Last Monday, in a desperate attempt to appease internet deprived students, the management at Heythrop (the University of London college in which Alban is situated) left the computer suite open to residents overnight. A Facebook post by one of the wardens read “Heythrop are keeping the computing suite open in the main building tonight... They’ve asked us to pass on their apologies – they had hoped to have it fixed today.”
But these are just extreme examples in a string of persisting issues. The plights of Alban’s residents include but are not limited to: days without internet, laundry machines in need of repair, clogged drains leading to leaks, flooding, and mould; plug sockets routinely losing power, leading to fridges without power and the subsequent rotting of groceries.

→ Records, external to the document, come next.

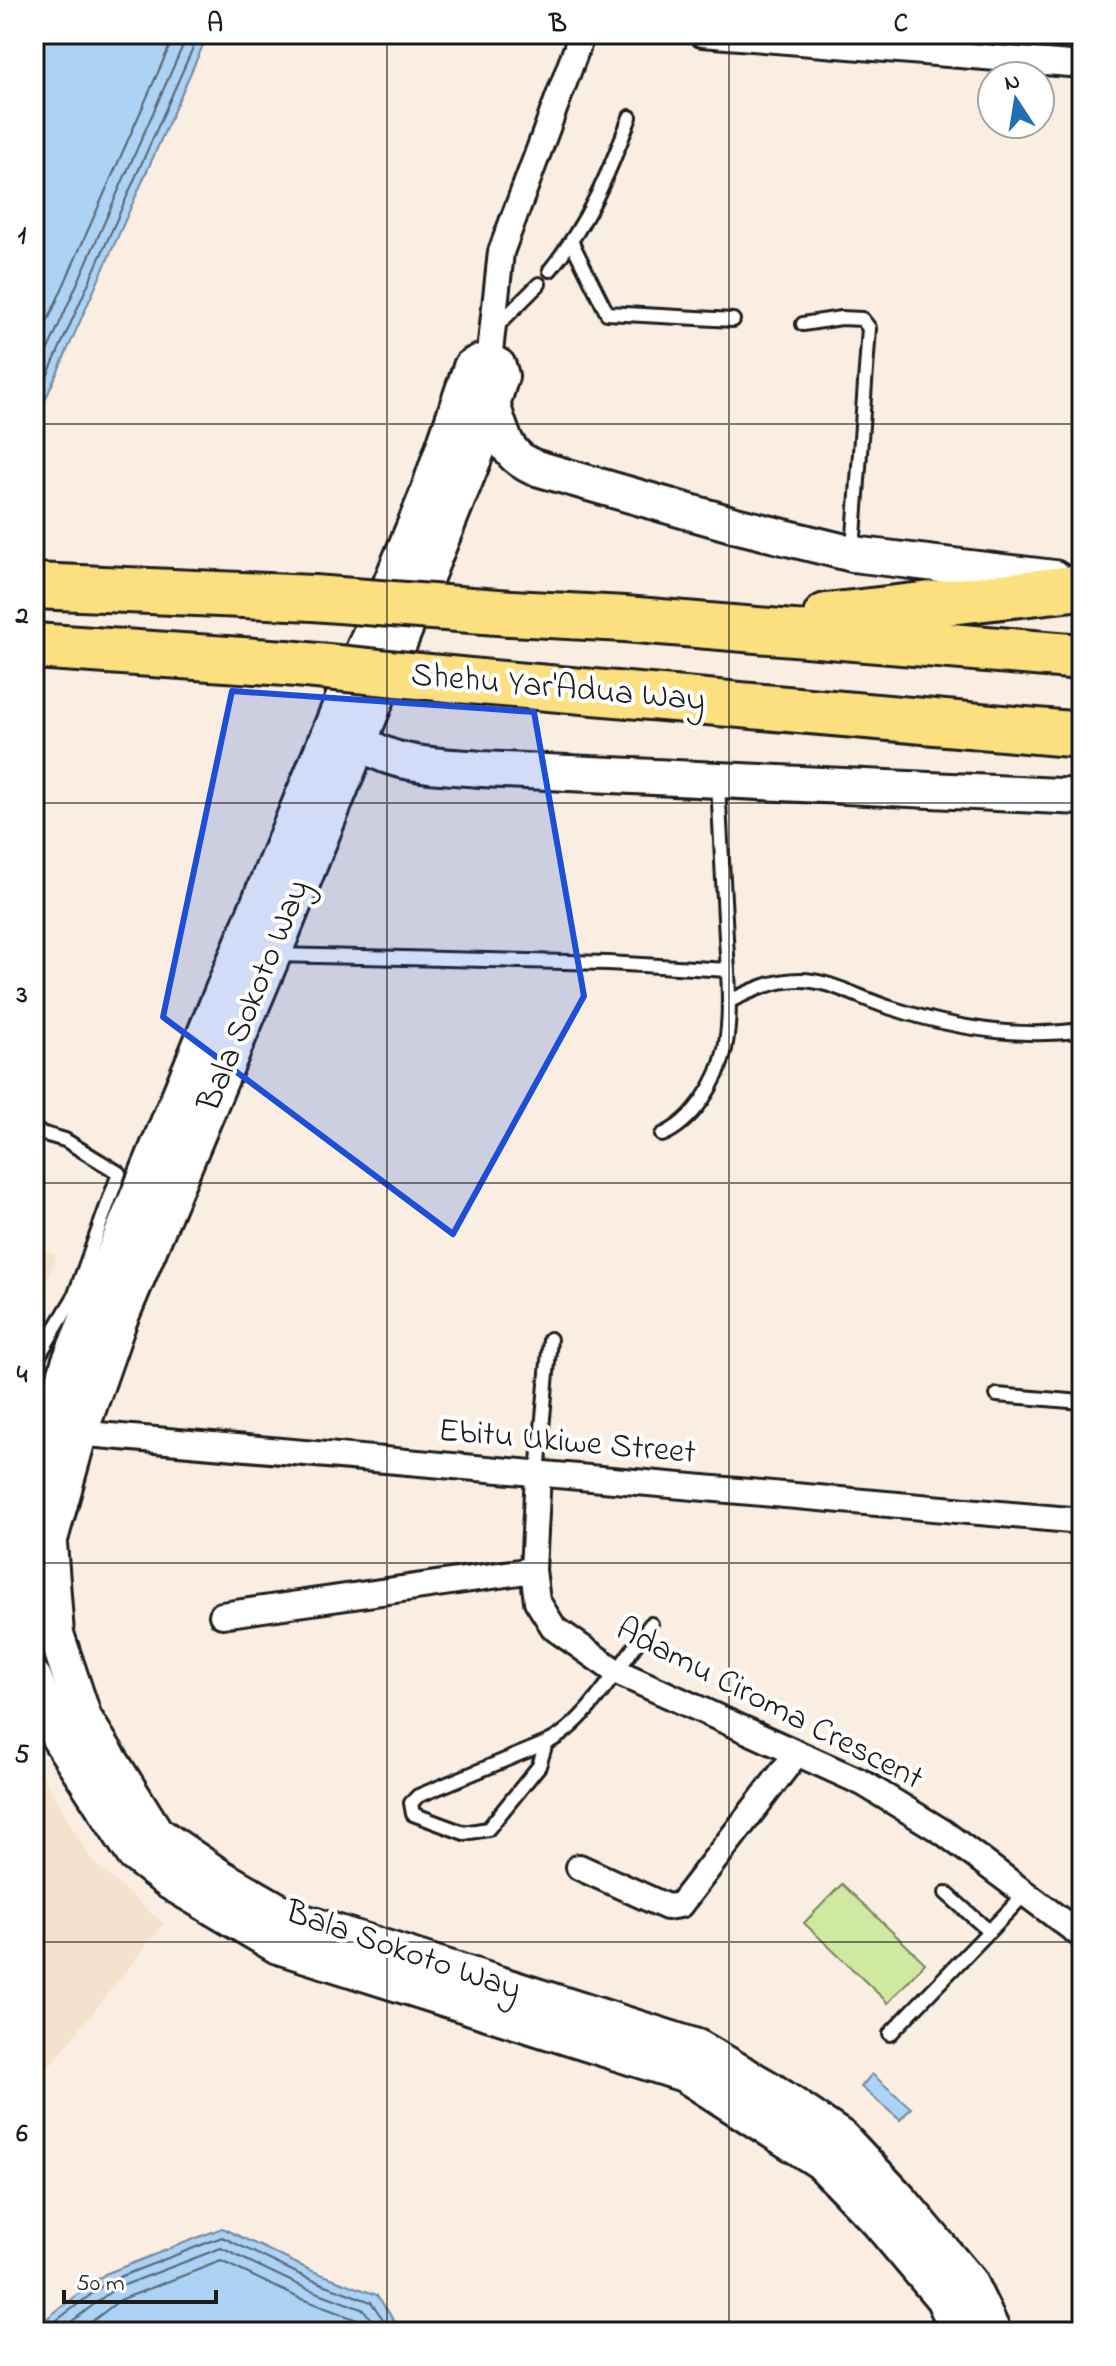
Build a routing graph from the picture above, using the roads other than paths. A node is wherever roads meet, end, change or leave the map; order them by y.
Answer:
1 (582, 34) edge
2 (702, 34) edge
3 (1082, 65) edge
4 (630, 117) dead end
5 (572, 243) junction
6 (550, 270) dead end
7 (539, 284) dead end
8 (733, 320) dead end
9 (803, 324) dead end
10 (490, 346) junction
11 (493, 407) junction
12 (472, 462) junction
13 (533, 467) junction
14 (426, 498) junction
15 (853, 554) junction
16 (1082, 580) edge
17 (34, 586) edge
18 (1082, 587) edge
19 (625, 619) junction
20 (34, 646) edge
21 (1082, 657) edge
22 (347, 689) junction
23 (856, 716) junction
24 (1082, 735) edge
25 (361, 740) junction
26 (1082, 753) edge
27 (398, 759) junction
28 (343, 778) junction
29 (718, 781) junction
30 (1082, 797) edge
31 (273, 955) junction
32 (728, 970) junction
33 (730, 1001) junction
34 (1082, 1030) edge
35 (34, 1131) edge
36 (662, 1135) dead end
37 (132, 1177) junction
38 (550, 1339) dead end
39 (34, 1364) edge
40 (997, 1395) dead end
41 (1082, 1402) edge
42 (63, 1432) junction
43 (538, 1474) junction
44 (34, 1479) edge
45 (1082, 1521) edge
46 (533, 1570) junction
47 (222, 1615) dead end
48 (651, 1624) dead end
49 (615, 1671) junction
50 (34, 1678) edge
51 (546, 1743) junction
52 (797, 1753) junction
53 (579, 1867) dead end
54 (1027, 1892) junction
55 (946, 1893) dead end
56 (989, 1931) junction
57 (1082, 1936) edge
58 (890, 2034) dead end
59 (959, 2332) edge
60 (993, 2332) edge

1 - 10 street
2 - 3 street
4 - 5 lane
5 - 6 lane
5 - 8 lane
7 - 10 lane
9 - 15 lane
10 - 11 street, Bala Sokoto Way
10 - 14 street, Bala Sokoto Way
11 - 12 street, Bala Sokoto Way
11 - 13 street
12 - 13 street
12 - 14 street
12 - 25 street, Bala Sokoto Way
13 - 15 street
14 - 22 street, Bala Sokoto Way
15 - 16 street
17 - 19 highway, Shehu Yar'Adua Way, bridge
18 - 19 highway
19 - 21 highway, Shehu Yar'Adua Way
20 - 23 highway, Shehu Yar'Adua Way, bridge
22 - 25 street
22 - 37 street, Bala Sokoto Way
23 - 24 highway, Shehu Yar'Adua Way
23 - 26 highway
25 - 27 street
25 - 28 street, Bala Sokoto Way
27 - 28 street
27 - 29 street
28 - 31 street, Bala Sokoto Way
29 - 30 street
29 - 32 lane
31 - 32 lane
31 - 42 street, Bala Sokoto Way
32 - 33 lane
33 - 34 lane
33 - 36 lane
35 - 37 lane
37 - 39 lane
37 - 42 street, Bala Sokoto Way
38 - 43 lane
40 - 41 lane
42 - 43 street, Ebitu Ukiwe Street
42 - 44 street, Bala Sokoto Way
42 - 60 street, Bala Sokoto Way
43 - 45 street, Ebitu Ukiwe Street
43 - 46 street, Adamu Ciroma Crescent
46 - 47 street
46 - 49 street, Adamu Ciroma Crescent
48 - 49 lane
49 - 51 lane
49 - 52 street, Adamu Ciroma Crescent
50 - 59 street, Bala Sokoto Way
51 - 51 lane
52 - 53 street
52 - 54 street, Adamu Ciroma Crescent
54 - 56 lane
54 - 57 street, Adamu Ciroma Crescent
55 - 56 lane
56 - 58 lane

“When we first moved in to Alban Hall it was obvious that everything was a bit run down but that was the price to pay for a great location and being catered” says Ella Vialle-Sole, another chemistry undergrad. Alban Hall is located on High Street Kensington, a step away from the tube and a convenient ten minute walk from the South Kensington Campus.
“Over time it has become clear that the problems which at first were minor have now become a part of our daily lives and are increasingly more dangerous. In the past week alone the washing machines flooded, the internet was down for three days and I have been served gone off food. Aside from these temporary annoyances, there are many long term issues which repeatedly get patched up only to go wrong again further down the line, but this time ten times worse. Sinks and showers do not drain properly the consequences of which at first were floods, then mould growing on the walls (which is not the best when you are asthmatic), and finally the leaking water filled all the lights in the bathrooms and stopped them from working. It was lucky no one got electrocuted”
The poor living conditions have led to the creation of a Facebook page dedicated to memes trying to make light of the situation. Some students however are considering serious action involving withholding rent like their counterparts have been doing at UCL.
Despite the frustration of Alban Hall residents, there is no animosity against the wardens “I think the wardens and sub-wardens are doing their best to help students out. In fact, I have no ill feelings towards the people running the hall. However, I hope from the bottom of my heart that my 225 quid per week in rent might finally be put to better use,” says May Kyaw a first year biochemist. Imperial students pay, approximately £7,700 a year for their accommodation at Alban Hall. Their Heythrop equivalents pay £6,400.
In response a College spokesperson said “We are aware that issues were raised with wardens in Alban Hall earlier this term, and apologise to students affected. We understand that the issues were discussed at a Hall Committee and quickly addressed. We are concerned to hear that felix have received reports of ongoing problems.
“We take any reports of problems with accommodation very seriously and encourage students to come forward with any issues if the arise. In Alban Hall, students should contact the Hall management staff (located in the Heythrop College Accommodation Office) directly with reports of any problems.”
The lack of action is thought to be a result of Heythrop College’s uncertain future. Heythrop, which specialises in philosophy and theology, is currently set to be closing down in 2018, after failed attempts to form a partnership with the University of Roehampton.
Earlier last year, it was revealed by the Evening Standard that agent CBRE was hired earlier last year by Jesuits in Britain, freeholders of the property, to sell the prime plot of Kensington estate. A Jesuits in Britain spokesperson told the Evening Standard that the move to sell was at least partially motivated by financial loses. The bidding was expected to start at at least £100 million.
“Heythrop College incurs a significant financial deficit each year. The financial reality is that as a small institution, within this highly competitive higher education environment and with the costly regulatory demands, it cannot continue in its current form.”
The Halls at Heythrop College will most likely be accepting new tenants for the academic year of 2017/2018. Whether there are plans to refurbish the estate before it’s sold off is unclear. But based on the current situation we think it’s unlikely.